Nada como la tecnología y sus fulgurantes avances como medidor para saber si uno está viejo o no. Ha pasado siempre: en los años ochenta, los niños sabíamos mejor programar el vídeo que nuestros padres y eso nos hacía sentir que estábamos por delante de ellos. En casa éramos más de Beta que de VHS, por cierto.

Desde que la vida casi entera se trasladó a internet hemos sufrido también una transformación total en las formas de comunicarnos. Y con ello, un montón de perfectas ocasiones para sentirse oxidado.
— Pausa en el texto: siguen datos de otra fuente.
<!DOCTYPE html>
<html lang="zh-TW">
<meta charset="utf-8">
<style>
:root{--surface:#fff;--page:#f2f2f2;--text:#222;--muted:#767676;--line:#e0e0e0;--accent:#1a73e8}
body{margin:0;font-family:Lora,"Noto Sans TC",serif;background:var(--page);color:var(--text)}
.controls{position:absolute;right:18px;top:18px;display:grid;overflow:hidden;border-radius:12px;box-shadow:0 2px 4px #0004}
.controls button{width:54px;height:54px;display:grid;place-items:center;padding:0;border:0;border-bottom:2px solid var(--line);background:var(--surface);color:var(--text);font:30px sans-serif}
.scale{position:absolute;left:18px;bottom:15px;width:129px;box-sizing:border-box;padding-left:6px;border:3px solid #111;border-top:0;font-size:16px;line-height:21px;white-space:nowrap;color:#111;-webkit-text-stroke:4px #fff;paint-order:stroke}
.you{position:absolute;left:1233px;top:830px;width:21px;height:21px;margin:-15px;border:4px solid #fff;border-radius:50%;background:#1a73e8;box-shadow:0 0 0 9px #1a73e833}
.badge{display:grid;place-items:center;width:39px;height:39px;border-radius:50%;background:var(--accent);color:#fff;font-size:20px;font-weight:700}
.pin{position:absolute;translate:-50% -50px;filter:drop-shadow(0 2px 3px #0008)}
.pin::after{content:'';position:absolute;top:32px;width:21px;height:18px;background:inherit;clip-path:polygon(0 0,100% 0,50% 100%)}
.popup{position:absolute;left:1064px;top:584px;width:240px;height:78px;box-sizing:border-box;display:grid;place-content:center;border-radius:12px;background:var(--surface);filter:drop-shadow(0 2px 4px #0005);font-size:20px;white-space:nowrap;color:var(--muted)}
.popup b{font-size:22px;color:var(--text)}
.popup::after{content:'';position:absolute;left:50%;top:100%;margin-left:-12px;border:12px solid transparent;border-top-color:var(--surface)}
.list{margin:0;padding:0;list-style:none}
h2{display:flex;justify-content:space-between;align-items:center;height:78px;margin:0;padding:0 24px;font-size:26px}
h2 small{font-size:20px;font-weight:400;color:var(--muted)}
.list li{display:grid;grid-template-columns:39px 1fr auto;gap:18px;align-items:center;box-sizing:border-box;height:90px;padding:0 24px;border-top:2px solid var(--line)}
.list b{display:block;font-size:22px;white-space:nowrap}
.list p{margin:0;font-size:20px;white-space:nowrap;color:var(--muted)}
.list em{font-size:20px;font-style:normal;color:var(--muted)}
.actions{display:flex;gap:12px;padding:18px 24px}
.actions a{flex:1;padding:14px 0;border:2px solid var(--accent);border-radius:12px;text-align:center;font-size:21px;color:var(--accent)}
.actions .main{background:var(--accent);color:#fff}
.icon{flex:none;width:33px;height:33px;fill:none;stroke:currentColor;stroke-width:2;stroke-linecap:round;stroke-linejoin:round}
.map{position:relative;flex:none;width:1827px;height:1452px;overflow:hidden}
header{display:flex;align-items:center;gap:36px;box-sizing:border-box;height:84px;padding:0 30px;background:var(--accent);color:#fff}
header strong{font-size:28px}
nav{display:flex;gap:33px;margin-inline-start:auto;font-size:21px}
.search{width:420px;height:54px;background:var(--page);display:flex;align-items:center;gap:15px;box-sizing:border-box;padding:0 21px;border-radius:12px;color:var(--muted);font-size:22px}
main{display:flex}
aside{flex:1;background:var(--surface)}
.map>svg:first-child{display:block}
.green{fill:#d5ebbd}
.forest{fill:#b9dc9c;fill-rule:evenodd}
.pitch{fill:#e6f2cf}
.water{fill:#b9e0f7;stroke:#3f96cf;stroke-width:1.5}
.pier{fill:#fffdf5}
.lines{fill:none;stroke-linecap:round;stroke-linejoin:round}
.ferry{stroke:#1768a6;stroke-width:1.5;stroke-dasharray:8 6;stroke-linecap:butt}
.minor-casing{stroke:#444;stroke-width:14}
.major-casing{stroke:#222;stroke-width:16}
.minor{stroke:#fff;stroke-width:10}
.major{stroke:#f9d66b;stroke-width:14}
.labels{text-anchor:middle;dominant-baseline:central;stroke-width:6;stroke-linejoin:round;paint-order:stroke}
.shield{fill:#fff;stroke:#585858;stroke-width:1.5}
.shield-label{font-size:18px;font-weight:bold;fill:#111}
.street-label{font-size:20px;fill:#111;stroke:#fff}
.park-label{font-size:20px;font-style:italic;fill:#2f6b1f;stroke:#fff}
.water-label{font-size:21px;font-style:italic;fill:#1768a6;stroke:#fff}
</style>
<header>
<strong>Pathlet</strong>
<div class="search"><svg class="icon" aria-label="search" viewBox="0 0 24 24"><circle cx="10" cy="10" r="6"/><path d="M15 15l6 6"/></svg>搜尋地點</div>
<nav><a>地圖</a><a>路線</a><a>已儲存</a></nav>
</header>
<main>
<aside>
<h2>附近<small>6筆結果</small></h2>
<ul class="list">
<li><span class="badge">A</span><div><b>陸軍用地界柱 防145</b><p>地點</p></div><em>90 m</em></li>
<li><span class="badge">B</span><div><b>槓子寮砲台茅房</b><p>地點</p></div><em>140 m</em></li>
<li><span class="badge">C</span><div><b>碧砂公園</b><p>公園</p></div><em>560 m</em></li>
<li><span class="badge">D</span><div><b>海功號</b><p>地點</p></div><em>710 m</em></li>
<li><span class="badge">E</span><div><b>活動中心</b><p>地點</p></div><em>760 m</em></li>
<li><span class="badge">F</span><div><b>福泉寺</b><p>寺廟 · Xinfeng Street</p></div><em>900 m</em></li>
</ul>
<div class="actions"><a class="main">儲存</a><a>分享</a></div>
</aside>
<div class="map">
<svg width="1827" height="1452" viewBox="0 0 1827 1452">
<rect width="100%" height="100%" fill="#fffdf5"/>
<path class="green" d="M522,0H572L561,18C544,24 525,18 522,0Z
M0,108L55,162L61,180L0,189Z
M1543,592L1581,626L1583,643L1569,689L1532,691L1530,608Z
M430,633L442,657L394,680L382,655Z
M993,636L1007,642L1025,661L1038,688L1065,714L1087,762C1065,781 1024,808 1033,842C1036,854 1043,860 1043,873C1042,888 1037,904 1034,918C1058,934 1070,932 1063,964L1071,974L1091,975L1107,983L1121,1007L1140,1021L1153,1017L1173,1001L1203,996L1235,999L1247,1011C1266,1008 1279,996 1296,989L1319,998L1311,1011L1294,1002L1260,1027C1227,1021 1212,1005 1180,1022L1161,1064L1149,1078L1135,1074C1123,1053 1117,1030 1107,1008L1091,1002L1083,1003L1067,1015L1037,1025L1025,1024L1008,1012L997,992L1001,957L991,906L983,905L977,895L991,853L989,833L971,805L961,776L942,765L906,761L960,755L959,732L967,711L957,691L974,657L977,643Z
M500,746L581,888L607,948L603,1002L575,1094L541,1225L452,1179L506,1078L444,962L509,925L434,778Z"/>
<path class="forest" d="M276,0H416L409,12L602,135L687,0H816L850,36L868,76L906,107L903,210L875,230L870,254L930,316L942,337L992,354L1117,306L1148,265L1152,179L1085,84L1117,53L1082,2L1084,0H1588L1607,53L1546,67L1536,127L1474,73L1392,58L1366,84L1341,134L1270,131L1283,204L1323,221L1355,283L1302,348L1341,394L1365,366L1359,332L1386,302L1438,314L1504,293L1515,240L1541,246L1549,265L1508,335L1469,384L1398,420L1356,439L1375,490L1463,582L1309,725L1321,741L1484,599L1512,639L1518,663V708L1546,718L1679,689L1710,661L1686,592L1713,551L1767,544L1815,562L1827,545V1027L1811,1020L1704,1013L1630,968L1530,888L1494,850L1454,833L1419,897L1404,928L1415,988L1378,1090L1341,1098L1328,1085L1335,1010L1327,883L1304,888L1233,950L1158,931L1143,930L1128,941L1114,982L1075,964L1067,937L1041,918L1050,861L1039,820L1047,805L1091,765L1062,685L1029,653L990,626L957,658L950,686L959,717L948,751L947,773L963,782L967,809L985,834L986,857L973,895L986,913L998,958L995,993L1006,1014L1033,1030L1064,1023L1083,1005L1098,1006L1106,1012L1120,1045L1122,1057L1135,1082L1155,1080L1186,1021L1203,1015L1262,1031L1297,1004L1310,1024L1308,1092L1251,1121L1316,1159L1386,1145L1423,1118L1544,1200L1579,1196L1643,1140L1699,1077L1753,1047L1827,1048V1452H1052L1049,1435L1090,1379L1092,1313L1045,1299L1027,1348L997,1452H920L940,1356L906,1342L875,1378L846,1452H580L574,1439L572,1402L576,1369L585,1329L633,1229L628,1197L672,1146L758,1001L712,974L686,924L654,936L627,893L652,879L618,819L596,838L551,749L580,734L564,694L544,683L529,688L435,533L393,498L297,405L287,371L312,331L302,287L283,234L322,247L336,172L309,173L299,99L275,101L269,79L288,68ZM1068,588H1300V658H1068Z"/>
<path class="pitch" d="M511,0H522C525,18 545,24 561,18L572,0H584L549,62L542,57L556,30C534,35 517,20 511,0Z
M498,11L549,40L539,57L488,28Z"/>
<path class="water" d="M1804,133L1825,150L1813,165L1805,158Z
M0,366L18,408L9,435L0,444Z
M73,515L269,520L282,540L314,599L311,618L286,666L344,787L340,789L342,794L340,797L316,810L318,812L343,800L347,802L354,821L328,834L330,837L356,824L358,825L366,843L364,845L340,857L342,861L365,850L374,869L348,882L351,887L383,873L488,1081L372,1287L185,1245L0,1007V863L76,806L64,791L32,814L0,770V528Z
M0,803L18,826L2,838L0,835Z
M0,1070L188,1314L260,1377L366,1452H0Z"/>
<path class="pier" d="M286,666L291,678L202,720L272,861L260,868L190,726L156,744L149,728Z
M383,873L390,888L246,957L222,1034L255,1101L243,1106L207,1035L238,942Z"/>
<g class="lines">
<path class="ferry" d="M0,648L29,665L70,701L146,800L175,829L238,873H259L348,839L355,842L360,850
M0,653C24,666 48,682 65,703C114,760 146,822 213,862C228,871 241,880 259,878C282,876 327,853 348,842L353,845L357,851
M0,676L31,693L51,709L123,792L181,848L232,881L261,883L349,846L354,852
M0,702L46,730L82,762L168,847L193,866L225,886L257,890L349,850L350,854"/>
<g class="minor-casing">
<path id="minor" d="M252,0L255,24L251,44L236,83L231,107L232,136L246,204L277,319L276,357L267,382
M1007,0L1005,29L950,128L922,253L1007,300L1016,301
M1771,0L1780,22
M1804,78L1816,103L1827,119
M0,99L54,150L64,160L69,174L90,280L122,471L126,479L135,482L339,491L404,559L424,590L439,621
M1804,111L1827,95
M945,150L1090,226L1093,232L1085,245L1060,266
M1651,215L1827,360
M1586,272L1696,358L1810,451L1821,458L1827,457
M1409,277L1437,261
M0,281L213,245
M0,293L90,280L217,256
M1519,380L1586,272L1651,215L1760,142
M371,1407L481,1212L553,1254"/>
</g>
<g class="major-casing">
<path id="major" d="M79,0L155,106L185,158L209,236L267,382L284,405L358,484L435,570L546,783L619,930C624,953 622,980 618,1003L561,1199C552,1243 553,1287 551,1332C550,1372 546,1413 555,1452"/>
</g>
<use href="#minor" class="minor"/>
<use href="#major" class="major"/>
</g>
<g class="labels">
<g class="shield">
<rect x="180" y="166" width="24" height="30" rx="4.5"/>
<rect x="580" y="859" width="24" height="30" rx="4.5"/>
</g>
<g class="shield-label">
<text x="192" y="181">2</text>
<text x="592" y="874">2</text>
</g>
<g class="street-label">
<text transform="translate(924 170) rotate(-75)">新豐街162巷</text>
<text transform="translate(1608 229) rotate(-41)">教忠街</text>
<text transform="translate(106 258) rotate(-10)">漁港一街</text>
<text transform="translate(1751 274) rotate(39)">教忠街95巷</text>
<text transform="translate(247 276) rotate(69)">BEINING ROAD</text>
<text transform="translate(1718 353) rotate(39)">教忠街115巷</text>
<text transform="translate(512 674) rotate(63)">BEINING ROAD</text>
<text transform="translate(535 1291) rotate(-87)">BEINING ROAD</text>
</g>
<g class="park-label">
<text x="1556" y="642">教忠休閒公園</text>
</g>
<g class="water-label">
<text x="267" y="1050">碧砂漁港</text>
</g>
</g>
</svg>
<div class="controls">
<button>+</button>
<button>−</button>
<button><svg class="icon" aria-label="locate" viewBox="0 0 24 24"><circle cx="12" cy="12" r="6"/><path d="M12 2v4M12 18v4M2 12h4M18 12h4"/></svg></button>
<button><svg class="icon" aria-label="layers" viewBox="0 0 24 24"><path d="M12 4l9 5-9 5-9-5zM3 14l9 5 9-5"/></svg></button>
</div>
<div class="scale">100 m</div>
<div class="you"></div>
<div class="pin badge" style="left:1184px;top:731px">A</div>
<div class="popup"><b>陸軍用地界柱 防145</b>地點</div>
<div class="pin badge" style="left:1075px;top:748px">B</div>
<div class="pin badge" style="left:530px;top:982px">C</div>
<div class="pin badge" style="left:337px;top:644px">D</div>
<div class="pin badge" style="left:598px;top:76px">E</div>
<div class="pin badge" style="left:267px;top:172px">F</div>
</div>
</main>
A mí siempre me ha gustado el rollo de los ordenadores, pero reconozco que me siento ya desfasado con cosas como lo de los YouTubers, esos tipos (casi siempre veinteañeros) que logran que miles e incluso millones de personas sigan sus vídeos sobre los más variopintos temas.

La cosa se ha polarizado tanto que nombres como El Rubius o Dalas se han convertido en ídolos de masas para los jóvenes y difícilmente le suenan a gente como a usted o yo. Y todo su éxito está en que se ponen delante de una cámara y, quizás con algún montajito visual de por medio, se ponen a expresar sus opiniones sobre tal o cual tema. O simplemente hacen bromas o dan consejos. Le llegan muy directo al chavalito medio, que interactúa/vomita con ellos a través de los comentarios. Esa es una batalla que los de una cierta edad ya hemos perdido hace tiempo.

La tentación es meterse con los YouTubers, menospreciarles, tratarles de vacíos, incultos, superficiales o manipuladores. La realidad, para mí, es que son muy inteligentes y que saben poner esa capacidad al servicio de sus tiempos, de su audiencia. Hay que reconocerles que poseen el don con el que sueña todo columnista ‘tradicional’: influir, liderar y hasta sacarle unos cuartos al tema. Hay que observarles, aprender de ellos, escucharles. Al fin y al cabo, programar el vídeo no era tan difícil, ¿verdad?